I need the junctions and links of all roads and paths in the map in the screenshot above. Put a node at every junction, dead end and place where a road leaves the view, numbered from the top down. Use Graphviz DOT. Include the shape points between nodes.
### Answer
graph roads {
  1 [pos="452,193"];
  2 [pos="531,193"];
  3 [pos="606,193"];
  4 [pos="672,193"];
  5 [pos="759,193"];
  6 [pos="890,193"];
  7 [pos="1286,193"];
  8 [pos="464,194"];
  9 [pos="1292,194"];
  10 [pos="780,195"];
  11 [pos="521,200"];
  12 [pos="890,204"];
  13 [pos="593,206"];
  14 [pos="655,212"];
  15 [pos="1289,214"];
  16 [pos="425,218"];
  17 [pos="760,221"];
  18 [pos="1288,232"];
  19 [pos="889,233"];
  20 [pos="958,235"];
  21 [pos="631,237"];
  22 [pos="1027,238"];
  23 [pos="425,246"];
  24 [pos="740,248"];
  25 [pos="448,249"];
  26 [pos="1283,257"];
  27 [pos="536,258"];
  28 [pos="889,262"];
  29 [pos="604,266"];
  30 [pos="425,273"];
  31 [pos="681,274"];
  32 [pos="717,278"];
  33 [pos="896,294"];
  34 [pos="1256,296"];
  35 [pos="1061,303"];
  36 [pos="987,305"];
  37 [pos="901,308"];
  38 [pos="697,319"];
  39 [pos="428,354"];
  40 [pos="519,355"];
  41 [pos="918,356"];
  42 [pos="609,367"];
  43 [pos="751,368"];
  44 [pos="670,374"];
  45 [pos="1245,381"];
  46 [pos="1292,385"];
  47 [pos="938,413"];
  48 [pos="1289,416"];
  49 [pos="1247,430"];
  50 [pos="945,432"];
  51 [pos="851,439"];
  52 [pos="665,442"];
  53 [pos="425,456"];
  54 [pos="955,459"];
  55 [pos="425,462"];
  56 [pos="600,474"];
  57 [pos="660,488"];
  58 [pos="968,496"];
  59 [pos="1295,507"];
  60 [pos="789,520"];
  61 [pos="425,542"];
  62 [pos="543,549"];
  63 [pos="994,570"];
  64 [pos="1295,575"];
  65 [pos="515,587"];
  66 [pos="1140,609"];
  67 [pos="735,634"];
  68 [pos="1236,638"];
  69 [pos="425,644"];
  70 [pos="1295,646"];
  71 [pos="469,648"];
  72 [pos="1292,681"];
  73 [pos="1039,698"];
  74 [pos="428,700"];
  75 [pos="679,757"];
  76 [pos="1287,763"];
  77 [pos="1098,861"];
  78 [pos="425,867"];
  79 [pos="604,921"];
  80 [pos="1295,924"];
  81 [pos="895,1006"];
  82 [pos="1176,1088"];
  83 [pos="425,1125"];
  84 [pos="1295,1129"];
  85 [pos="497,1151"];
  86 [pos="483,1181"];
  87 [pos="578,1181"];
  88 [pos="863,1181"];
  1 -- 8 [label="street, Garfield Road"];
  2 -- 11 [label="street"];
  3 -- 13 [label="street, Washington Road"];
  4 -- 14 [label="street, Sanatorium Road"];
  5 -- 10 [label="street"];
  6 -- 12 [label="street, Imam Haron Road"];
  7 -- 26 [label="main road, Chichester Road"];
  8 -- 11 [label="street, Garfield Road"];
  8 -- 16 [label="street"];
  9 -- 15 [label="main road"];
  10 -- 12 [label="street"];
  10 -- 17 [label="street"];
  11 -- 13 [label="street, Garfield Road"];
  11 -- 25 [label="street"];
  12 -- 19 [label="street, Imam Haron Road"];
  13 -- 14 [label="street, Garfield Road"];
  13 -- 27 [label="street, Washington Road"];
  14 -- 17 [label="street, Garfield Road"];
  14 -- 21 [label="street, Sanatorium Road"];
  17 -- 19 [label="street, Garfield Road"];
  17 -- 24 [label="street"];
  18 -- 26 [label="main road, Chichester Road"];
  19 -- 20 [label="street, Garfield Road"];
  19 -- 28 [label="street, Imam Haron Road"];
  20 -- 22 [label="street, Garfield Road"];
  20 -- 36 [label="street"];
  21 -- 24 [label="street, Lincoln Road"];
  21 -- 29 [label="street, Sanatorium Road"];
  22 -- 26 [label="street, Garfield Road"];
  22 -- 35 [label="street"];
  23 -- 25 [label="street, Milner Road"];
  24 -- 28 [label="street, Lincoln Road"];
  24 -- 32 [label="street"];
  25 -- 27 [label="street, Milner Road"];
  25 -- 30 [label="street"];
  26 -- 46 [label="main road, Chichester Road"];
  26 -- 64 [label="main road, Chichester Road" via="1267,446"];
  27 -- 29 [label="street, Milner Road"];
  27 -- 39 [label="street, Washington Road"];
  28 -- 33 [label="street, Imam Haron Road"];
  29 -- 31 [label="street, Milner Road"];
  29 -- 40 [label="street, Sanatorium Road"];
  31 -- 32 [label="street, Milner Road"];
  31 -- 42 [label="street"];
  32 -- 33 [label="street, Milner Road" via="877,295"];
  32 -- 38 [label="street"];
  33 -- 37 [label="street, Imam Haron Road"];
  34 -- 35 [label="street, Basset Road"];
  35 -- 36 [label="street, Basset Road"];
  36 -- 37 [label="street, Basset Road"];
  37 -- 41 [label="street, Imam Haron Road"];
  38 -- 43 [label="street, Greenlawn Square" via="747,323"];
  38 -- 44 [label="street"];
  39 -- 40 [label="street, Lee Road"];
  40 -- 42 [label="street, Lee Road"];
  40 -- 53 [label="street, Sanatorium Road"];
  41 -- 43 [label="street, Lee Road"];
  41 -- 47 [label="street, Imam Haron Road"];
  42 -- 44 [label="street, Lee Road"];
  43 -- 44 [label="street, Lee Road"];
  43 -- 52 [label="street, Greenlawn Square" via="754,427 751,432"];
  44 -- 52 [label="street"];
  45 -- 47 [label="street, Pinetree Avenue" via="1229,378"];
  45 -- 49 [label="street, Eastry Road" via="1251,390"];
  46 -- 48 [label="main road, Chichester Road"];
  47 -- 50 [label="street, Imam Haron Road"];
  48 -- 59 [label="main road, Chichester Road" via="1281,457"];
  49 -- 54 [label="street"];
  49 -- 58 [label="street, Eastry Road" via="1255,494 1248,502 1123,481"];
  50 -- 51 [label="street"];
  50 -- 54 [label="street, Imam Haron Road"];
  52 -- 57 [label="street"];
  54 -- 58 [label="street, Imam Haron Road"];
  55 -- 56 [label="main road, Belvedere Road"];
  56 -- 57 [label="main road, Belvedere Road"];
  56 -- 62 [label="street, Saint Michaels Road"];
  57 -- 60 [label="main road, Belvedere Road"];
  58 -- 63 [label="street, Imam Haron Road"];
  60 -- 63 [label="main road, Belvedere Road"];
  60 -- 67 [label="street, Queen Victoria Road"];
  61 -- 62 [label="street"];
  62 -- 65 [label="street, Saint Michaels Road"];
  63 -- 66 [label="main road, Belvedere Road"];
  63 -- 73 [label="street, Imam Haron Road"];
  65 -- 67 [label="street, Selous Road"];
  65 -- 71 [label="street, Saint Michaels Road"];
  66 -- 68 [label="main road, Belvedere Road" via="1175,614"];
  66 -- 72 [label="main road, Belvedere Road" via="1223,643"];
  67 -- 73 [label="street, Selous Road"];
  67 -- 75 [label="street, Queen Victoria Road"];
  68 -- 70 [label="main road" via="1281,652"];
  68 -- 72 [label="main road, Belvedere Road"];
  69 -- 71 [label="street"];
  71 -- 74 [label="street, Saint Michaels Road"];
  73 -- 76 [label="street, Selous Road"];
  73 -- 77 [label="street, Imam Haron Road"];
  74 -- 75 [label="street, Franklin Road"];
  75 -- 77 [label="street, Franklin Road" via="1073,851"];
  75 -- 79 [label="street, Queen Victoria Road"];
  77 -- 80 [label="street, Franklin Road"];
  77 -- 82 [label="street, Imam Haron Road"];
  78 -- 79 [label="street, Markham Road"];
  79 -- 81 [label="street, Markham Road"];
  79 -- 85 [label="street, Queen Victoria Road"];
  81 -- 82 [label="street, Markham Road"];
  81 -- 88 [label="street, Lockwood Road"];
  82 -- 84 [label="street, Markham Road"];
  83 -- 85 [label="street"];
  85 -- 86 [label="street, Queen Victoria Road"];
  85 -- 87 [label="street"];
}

============================================================

> [What you will do]
Please return every line of the records above that contains the word "Milner".

> [Task output]
  23 -- 25 [label="street, Milner Road"];
  25 -- 27 [label="street, Milner Road"];
  27 -- 29 [label="street, Milner Road"];
  29 -- 31 [label="street, Milner Road"];
  31 -- 32 [label="street, Milner Road"];
  32 -- 33 [label="street, Milner Road" via="877,295"];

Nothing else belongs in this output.